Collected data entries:

----

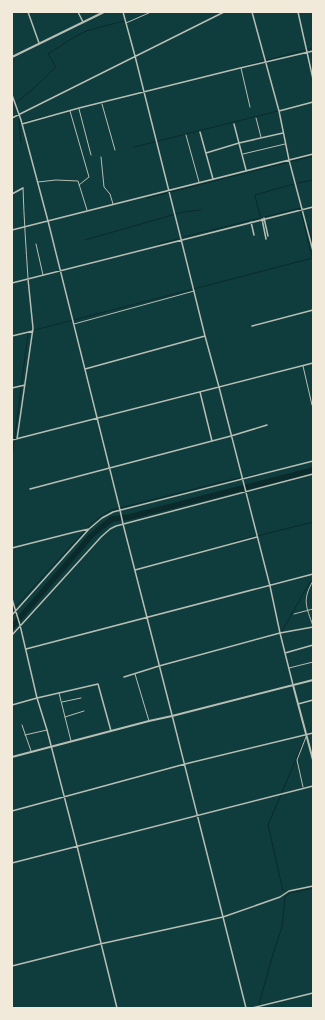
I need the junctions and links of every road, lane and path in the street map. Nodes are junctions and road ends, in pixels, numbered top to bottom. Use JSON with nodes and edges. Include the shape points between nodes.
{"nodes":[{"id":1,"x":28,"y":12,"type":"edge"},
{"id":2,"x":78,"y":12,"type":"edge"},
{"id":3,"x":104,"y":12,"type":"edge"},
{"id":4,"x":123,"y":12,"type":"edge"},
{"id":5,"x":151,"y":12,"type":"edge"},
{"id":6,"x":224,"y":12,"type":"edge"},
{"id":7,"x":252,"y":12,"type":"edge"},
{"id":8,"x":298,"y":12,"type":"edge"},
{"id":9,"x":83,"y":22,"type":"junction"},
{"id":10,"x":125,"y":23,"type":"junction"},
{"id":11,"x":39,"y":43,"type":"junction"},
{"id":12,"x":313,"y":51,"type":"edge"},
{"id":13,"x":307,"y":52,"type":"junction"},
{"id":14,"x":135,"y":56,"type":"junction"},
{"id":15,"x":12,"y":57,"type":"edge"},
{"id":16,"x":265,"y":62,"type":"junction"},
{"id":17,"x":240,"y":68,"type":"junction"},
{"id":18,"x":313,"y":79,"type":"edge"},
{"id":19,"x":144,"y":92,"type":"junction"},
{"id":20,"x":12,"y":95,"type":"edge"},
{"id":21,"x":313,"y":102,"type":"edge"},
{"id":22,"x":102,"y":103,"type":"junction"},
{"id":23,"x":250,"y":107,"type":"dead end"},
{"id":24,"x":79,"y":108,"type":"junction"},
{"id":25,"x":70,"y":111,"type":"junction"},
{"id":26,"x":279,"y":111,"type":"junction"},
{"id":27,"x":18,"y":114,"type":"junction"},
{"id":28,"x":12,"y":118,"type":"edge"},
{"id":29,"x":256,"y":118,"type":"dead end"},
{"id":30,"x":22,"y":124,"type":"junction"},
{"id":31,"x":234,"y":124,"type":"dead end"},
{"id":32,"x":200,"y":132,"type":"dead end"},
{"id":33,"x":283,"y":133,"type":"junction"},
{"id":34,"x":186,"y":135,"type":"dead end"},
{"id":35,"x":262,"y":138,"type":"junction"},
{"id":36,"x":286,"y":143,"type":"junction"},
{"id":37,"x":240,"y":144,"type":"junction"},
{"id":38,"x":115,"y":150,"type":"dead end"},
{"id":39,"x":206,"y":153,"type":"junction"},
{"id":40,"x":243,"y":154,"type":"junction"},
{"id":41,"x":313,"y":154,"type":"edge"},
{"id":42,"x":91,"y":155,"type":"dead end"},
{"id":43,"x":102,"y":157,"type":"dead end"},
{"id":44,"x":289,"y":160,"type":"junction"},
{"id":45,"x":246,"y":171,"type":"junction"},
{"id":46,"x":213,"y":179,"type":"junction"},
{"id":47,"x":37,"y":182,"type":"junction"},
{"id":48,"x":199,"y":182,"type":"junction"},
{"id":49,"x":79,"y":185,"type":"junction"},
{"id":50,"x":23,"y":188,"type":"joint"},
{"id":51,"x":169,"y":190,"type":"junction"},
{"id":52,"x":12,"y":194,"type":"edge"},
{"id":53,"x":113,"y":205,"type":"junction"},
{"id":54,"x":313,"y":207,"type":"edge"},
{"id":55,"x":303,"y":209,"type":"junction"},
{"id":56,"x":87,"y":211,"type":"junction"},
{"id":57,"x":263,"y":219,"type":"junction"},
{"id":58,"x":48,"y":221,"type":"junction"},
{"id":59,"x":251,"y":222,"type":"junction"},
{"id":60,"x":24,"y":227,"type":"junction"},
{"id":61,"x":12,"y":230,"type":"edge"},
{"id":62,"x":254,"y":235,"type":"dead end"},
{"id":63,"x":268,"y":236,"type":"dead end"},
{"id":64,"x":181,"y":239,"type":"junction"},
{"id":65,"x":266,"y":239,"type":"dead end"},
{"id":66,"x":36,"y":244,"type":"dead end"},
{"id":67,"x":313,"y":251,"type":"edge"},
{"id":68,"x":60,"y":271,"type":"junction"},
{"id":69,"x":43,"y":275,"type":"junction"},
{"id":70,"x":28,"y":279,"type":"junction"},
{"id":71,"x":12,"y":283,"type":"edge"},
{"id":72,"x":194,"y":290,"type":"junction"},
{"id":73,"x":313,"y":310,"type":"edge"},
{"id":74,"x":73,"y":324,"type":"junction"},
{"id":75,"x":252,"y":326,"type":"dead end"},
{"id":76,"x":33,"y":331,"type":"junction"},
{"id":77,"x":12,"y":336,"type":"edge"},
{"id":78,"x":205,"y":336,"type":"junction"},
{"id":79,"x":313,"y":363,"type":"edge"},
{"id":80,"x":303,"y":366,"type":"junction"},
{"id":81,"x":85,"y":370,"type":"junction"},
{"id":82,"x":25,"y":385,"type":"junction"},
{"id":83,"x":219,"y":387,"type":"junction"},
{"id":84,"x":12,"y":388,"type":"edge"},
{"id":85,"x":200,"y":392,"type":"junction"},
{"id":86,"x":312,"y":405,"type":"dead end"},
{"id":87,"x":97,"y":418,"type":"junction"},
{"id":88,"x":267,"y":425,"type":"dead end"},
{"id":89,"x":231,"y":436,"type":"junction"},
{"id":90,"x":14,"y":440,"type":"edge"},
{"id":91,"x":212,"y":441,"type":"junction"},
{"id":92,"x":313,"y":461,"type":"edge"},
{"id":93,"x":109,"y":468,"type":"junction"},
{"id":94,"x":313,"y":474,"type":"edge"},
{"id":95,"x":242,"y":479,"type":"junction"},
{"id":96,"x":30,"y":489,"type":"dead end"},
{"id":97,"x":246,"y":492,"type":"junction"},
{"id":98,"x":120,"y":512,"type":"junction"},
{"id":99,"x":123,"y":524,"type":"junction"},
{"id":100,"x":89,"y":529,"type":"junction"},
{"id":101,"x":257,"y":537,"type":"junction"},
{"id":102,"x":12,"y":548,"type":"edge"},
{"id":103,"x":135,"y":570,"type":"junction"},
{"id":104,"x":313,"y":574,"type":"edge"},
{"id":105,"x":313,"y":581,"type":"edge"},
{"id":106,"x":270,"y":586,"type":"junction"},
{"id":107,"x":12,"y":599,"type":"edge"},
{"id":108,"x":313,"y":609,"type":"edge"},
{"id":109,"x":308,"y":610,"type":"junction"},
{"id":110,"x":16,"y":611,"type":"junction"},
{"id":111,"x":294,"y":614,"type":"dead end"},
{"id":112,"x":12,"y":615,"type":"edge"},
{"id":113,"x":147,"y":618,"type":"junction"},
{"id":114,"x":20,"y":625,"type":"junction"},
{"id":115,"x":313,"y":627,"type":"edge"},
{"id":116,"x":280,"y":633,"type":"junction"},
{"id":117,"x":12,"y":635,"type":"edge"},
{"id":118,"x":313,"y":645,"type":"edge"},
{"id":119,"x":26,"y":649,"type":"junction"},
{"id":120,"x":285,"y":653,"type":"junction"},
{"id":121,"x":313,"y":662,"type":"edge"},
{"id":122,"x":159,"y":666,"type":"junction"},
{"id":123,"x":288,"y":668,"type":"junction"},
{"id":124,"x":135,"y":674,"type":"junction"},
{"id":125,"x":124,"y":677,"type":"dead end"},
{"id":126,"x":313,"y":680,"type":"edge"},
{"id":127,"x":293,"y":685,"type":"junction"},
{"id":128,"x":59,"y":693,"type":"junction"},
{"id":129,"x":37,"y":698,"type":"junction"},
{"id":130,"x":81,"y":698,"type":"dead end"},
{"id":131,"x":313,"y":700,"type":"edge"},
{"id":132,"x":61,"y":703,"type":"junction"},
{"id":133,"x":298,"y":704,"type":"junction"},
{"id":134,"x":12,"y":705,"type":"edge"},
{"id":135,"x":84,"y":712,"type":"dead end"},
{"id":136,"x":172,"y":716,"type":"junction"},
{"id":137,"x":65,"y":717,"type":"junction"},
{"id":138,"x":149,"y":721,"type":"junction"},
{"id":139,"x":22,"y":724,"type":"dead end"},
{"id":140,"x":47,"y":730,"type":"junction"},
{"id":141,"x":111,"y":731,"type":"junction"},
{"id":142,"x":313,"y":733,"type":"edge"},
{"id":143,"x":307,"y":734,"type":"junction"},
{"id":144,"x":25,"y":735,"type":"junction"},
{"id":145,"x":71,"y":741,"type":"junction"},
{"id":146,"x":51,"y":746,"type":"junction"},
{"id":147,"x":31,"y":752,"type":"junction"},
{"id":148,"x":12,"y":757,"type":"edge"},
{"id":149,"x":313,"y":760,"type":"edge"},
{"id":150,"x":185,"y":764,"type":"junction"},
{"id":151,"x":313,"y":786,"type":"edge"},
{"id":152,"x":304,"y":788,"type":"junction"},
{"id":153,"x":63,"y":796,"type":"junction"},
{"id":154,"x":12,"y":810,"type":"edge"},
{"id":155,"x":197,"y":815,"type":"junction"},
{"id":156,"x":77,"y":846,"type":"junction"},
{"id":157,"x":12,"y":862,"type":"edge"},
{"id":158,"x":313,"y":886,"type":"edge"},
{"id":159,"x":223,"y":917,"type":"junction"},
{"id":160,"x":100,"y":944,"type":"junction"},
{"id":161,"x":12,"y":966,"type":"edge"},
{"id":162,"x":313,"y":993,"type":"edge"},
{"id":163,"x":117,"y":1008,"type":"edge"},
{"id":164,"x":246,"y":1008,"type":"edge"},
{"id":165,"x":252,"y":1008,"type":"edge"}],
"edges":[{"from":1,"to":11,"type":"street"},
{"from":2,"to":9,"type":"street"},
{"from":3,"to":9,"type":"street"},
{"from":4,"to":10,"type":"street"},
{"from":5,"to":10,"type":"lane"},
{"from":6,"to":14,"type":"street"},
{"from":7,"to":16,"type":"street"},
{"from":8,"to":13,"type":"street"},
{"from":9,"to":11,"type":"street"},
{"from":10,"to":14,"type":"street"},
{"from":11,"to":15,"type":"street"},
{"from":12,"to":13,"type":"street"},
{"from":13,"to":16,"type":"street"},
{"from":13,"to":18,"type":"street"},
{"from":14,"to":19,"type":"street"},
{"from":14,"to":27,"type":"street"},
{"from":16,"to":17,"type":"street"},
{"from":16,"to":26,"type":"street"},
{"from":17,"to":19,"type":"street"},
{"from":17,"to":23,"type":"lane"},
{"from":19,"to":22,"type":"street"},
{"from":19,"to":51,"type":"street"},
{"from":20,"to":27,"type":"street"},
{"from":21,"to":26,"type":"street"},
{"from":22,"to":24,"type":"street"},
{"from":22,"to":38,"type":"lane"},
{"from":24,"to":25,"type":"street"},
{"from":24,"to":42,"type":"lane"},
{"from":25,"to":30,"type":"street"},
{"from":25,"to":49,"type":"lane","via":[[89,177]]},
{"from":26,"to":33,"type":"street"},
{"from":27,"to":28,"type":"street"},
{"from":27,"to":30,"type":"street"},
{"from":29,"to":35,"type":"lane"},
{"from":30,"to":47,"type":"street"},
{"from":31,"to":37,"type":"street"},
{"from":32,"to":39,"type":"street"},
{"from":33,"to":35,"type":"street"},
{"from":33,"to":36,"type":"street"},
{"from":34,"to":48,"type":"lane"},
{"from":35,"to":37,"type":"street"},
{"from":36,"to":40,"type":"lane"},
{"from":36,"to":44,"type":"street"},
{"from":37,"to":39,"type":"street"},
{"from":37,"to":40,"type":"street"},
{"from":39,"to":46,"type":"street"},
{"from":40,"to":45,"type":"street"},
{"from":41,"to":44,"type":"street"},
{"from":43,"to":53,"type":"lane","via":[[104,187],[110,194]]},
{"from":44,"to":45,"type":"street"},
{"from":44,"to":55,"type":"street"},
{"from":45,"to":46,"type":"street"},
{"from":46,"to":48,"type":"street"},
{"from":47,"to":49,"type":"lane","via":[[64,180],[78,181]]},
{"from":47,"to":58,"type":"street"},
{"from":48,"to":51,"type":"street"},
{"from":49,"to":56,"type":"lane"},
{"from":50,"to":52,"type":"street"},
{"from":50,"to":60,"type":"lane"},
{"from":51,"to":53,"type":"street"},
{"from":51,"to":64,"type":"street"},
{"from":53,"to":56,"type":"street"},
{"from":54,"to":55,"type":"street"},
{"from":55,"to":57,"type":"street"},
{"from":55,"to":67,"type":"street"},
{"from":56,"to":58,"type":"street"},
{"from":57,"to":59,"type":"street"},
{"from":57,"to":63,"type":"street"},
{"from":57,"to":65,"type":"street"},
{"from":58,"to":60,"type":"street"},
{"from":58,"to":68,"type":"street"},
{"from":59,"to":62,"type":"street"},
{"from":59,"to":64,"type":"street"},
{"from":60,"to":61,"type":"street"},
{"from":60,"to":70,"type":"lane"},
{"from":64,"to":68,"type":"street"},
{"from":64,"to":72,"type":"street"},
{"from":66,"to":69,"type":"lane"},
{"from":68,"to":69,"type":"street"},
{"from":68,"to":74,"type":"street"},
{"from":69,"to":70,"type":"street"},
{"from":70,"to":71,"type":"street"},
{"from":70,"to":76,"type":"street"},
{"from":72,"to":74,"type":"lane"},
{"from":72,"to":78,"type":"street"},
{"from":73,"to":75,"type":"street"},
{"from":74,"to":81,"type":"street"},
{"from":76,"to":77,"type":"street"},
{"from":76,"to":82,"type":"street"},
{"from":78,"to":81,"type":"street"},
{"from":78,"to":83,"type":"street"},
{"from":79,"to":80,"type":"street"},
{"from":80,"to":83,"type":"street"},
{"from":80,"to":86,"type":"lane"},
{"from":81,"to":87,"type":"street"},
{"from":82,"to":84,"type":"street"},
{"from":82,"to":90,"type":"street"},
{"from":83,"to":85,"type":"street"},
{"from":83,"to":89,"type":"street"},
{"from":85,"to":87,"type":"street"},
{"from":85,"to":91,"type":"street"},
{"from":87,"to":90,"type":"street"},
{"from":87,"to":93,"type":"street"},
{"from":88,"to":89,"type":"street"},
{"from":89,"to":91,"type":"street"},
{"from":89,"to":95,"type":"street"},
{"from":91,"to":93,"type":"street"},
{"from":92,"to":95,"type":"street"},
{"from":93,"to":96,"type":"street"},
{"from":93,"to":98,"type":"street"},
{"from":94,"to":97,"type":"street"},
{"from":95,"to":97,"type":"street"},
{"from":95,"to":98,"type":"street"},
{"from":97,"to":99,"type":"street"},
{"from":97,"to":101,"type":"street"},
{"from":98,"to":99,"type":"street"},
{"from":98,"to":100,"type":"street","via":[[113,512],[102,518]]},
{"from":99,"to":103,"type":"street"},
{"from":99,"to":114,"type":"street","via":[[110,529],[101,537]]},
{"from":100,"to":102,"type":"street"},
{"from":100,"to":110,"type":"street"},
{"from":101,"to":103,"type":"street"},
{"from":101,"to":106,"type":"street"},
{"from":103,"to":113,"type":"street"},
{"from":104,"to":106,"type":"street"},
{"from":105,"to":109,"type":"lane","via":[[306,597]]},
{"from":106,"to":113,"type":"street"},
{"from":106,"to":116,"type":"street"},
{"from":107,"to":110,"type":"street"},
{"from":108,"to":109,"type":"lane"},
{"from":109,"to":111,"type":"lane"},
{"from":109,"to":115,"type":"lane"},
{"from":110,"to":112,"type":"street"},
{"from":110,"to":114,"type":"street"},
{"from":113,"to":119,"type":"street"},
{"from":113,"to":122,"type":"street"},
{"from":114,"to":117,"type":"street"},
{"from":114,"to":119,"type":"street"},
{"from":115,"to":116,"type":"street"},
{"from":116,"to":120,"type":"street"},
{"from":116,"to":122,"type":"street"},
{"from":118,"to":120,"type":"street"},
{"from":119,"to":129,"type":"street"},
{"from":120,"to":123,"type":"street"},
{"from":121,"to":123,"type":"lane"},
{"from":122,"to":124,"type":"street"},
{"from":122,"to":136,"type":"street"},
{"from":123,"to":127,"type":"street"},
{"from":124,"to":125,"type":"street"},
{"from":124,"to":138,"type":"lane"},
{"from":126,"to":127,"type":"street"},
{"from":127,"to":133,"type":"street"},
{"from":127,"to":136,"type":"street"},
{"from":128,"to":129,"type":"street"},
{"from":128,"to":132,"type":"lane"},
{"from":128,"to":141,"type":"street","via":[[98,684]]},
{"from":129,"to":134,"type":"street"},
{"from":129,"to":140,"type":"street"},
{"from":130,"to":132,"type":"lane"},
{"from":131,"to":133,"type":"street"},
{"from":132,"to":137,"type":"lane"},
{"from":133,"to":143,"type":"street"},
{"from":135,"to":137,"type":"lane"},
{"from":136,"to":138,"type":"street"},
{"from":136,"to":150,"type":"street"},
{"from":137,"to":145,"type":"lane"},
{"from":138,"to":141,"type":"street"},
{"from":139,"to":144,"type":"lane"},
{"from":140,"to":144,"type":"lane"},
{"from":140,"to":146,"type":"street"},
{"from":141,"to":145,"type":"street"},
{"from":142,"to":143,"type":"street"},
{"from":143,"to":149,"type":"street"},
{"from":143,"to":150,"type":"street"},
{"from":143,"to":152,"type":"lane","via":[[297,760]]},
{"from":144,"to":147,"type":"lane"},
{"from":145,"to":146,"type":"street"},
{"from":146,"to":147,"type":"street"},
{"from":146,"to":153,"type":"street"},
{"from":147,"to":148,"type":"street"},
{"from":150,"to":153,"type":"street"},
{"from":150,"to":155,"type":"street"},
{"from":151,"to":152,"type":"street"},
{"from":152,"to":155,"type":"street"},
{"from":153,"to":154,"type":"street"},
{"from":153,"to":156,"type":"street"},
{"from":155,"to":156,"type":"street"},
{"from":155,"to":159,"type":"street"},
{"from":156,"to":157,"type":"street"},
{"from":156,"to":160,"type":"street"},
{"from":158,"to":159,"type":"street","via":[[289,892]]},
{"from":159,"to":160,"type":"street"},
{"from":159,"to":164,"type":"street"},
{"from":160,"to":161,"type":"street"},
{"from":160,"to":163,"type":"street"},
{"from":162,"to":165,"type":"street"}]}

----

== What you should do ==
All of the lines above that carry the string "nodes" need to be found and copied.

== Solution to the exercise ==
I need the junctions and links of every road, lane and path in the street map. Nodes are junctions and road ends, in pixels, numbered top to bottom. Use JSON with nodes and edges. Include the shape points between nodes.
{"nodes":[{"id":1,"x":28,"y":12,"type":"edge"},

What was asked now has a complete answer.